There's also no such thing as a product called ExEmell. He's talking about XML, it's a way of sharing structured information, and we're already using it in our software.
===============================================Now that feels good.
Here comes the response:
===============================================Joe,
Thanks for that. Of course. GNU not canoe, can't see how I missed it. Or XML. I've got an idea though on this open source software. Why don't we install Linux on all the machines we've got. Should save a fortune in fees to Microsoft.
===============================================Sometimes this is too easy...
===============================================Boss,
If we do that then it means the users having to ditch Office, Internet Explorer, Solitaire and having to find Linux versions of Tetris and so on. It'll be a big project. We've got no problem with any of this down here, but you'll have to get the tech support people on side (it'll start another gang war though - remember the fights when we installed the first Linux box? Billy had to take three months off work with that broken arm).
===============================================Quick as a flash that fine-tuned business machine of a brain comes into play. Unfortunately it's another one of the Boss's brain waves:
===============================================Joe,
How about we install Linux under Windows? Then everybody can have the applications they're used to and we get to save money.

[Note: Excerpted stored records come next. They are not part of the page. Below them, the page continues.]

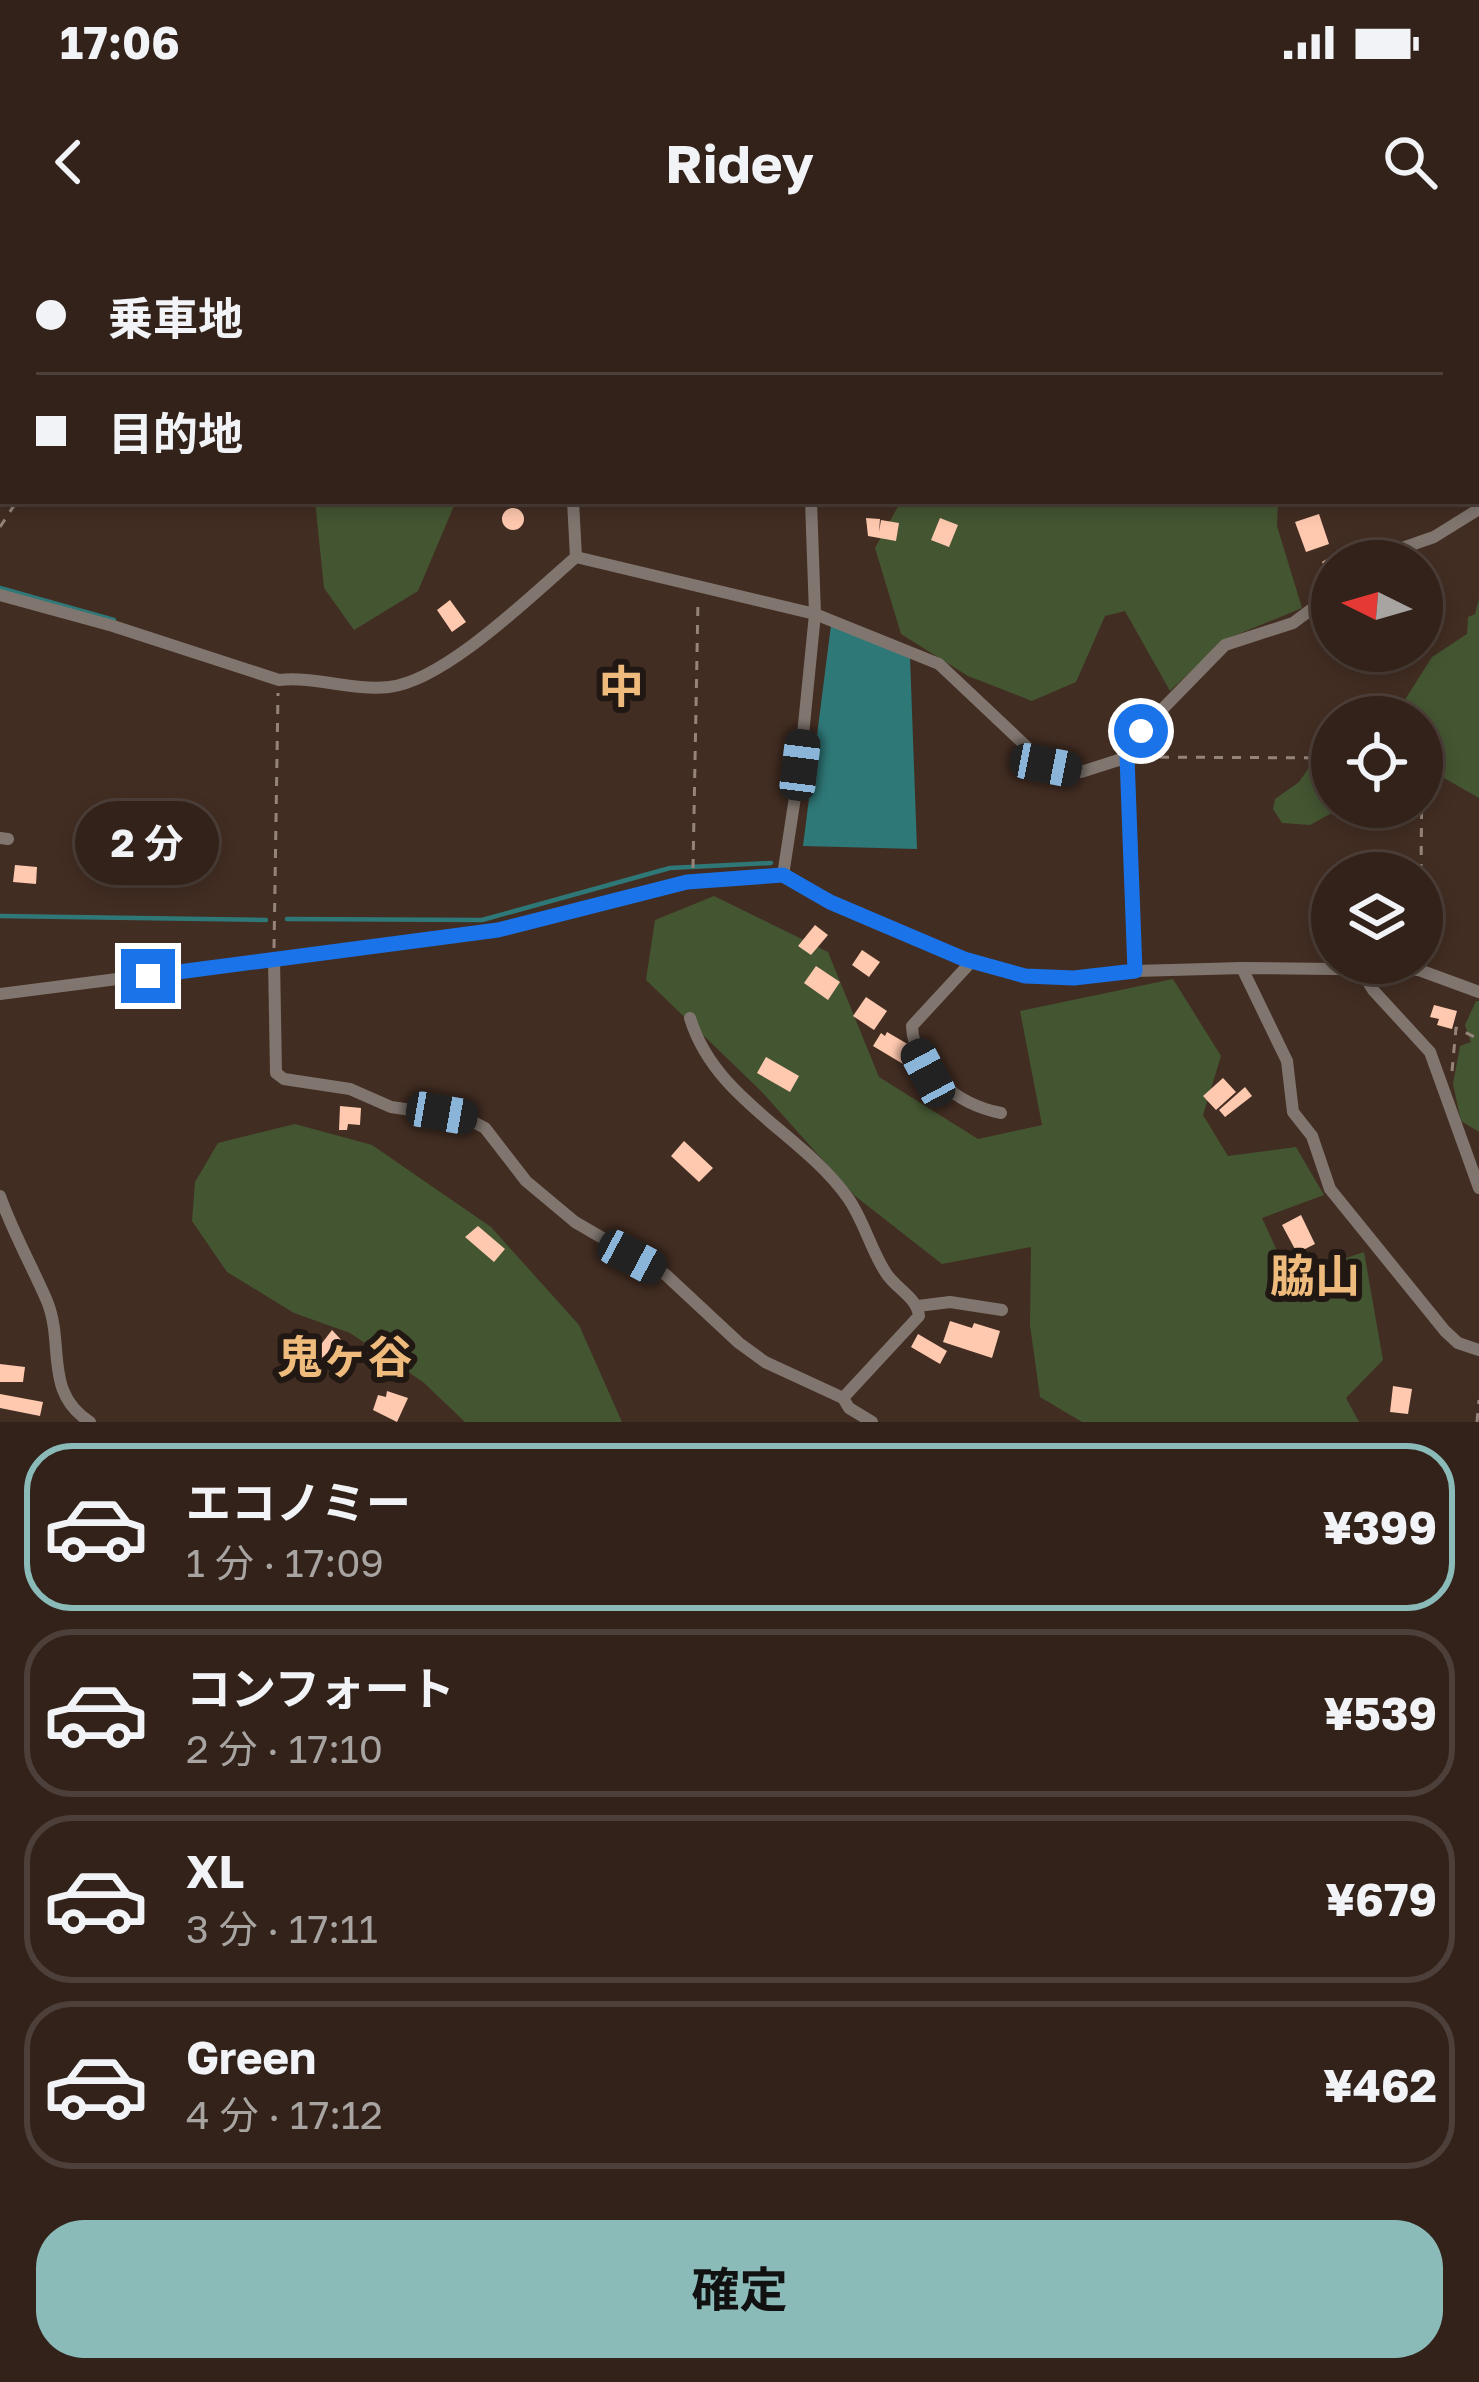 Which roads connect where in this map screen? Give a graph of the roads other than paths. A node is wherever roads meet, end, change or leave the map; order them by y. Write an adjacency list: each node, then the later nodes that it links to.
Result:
1 (573, 504): 5 (street)
2 (811, 504): 8 (street)
3 (1479, 509): 4 (street)
4 (1429, 540)
5 (577, 556): 6 (street); 8 (street)
6 (0, 596)
7 (1311, 610): 9 (street)
8 (815, 614): 9 (street); 10 (street)
9 (1127, 757): 15 (street)
10 (783, 875): 11 (street); 12 (street)
11 (274, 959): 19 (street); 27 (street)
12 (972, 961): 15 (street); 21 (street)
13 (1242, 968): 14 (street); 15 (street); 26 (street)
14 (1311, 969)
15 (1135, 971)
16 (1443, 979): 18 (street)
17 (1369, 984): 22 (street)
18 (1479, 992)
19 (0, 994)
20 (690, 1018): 24 (street)
21 (1001, 1113)
22 (1479, 1188)
23 (0, 1196): 28 (street)
24 (918, 1306): 25 (street); 27 (street)
25 (1002, 1310)
26 (1479, 1350)
27 (843, 1398): 29 (street)
28 (90, 1422)
29 (872, 1422)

===============================================I wait a full five minutes to see if he figures out what he's just said. I enjoy that third cup of morning coffee before firing off my reply:
===============================================Boss,
You'd still have to pay the licence costs for Windows, so how would it save money?
===============================================The phone rings a second after I hit the send button. It's the Boss, what a surprise.